The second project within the St James Mill Collection is the NUA Awards. Since 2010 three awards have been made. Each involved students from across two different courses at Norwich University of the Arts working together to create proposals against a given brief for an area on the St James Place site. The proposals were judged by a selection panel including the Principal of NUA, Professor John Last, a representative from Arts & Business, a lead artist, Caroline Jarrold from Jarrold and other representatives from the local art community and Jarrold. The winning project was then made with support from NUA staff and the lead artist. The three projects were as follows:
The third Jarrold NUA award was unveiled on 30th May 2012. It was produced by Beka Wakefield, Katy Carson and Louise Ward, year 2 textile and surface design students. The theme reflects the heritage of the company through the use of ‘found’ materials which relate to its development from an early printing company to the use of computers today. These are put together in the form of ‘cogs’ set within a resin base. Jarrolds have been delighted to work with NUA to give these students (and the other teams which made submissions) the opportunity to work on a real commission. There is also a very striking video which was part of their presentation, watch it on youtube.
For the 2011 award, the brief was to respond to the theme Baskerville. The Baskerville typeface takes its name from John Baskerville (1706 – 1775) the pioneering printer who revolutionised the printing process. It was designed in Birmingham in 1757. The winning team were BA(Hons) Visual Studies students Tessa Phillips and Rachel Hadjiphilippou.

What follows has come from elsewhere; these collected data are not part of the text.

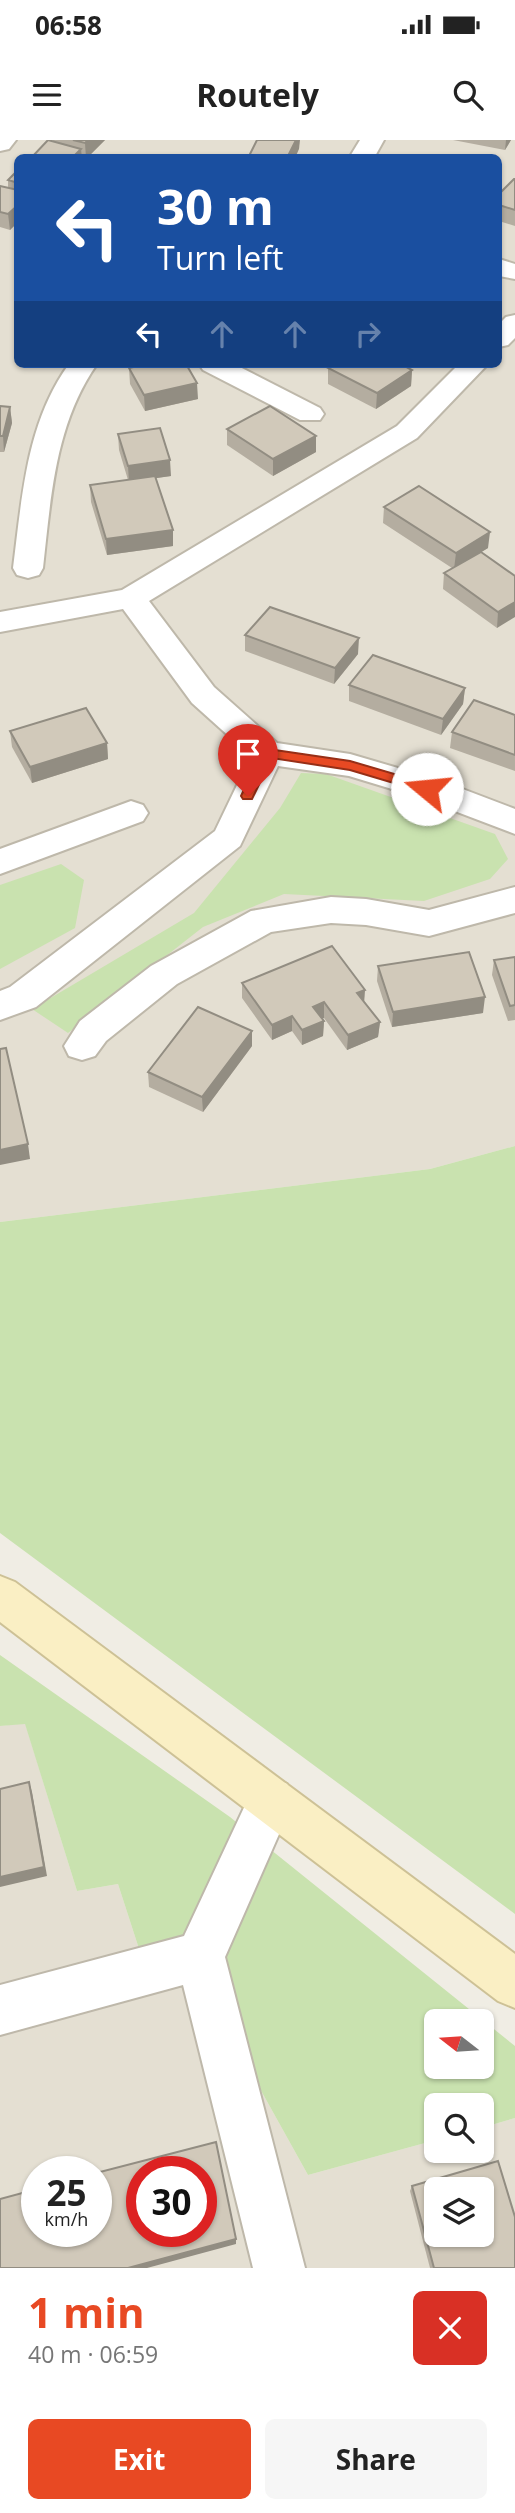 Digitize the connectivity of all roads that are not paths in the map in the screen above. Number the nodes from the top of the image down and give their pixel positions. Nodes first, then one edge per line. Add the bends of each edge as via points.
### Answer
1 (4, 140) edge
2 (0, 144) edge
3 (515, 323) edge
4 (502, 336) edge
5 (79, 368) edge
6 (220, 368) edge
7 (470, 368) edge
8 (310, 414) dead end
9 (28, 568) dead end
10 (131, 598) junction
11 (0, 622) edge
12 (268, 753) junction
13 (131, 813) dead end
14 (515, 822) edge
15 (0, 862) edge
16 (515, 900) edge
17 (0, 1006) edge
18 (82, 1046) dead end
19 (0, 1596) edge
20 (271, 1800) junction
21 (200, 1956) junction
22 (515, 1984) edge
23 (0, 2010) edge
24 (279, 2268) edge

1 - 2 street
3 - 4 street
5 - 9 street via 71,377 44,452
6 - 8 street
7 - 10 street via 407,432
10 - 11 street
10 - 12 street via 203,695
12 - 14 street via 350,765
12 - 17 street via 228,838 23,997
13 - 15 street
16 - 18 street via 429,923 331,910 263,920 164,975 93,1031
19 - 20 main road
20 - 21 street
20 - 22 main road
21 - 23 street
21 - 24 street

Their design was inspired by the riverside setting and draws the passers-by in through a sculpture that invites speculation about the boundaries between appearance and reality. The sculpture is a glass pool with an extract from Paradise Lost etched below the surface of the glass. Paradise Lost was the first book to be printed using the Baskerville font.
The artwork was to explore the specific theme ‘Bembo’ – this is the font used in the Jarrold logo. The winning entry was ‘Yes’ by Jessica Miles, George Payne and Kate Murphy.
About the work
Taking the elegant characteristics and delicate aesthetic of Bembo as a starting point for the sculpture, this work reveals and celebrates the formal qualities of the typeface itself.
A selection of letterforms, carefully selected to show off Bembo’s distinguishing characteristics and cut from steel are arranged to spell out ‘yes’ – a work of playful positivity that knowingly considers the role of the corporate and public artwork.
The work is a genuine celebration of the craftsmanship of the compositor and a homage to the intrinsic beauty of the typeface.
Inspired by the wealth of information found within the John Jarrold Print Museum, the work relocates the spirit of the museum to the exterior site, connecting the public space to the rich history of St James Place.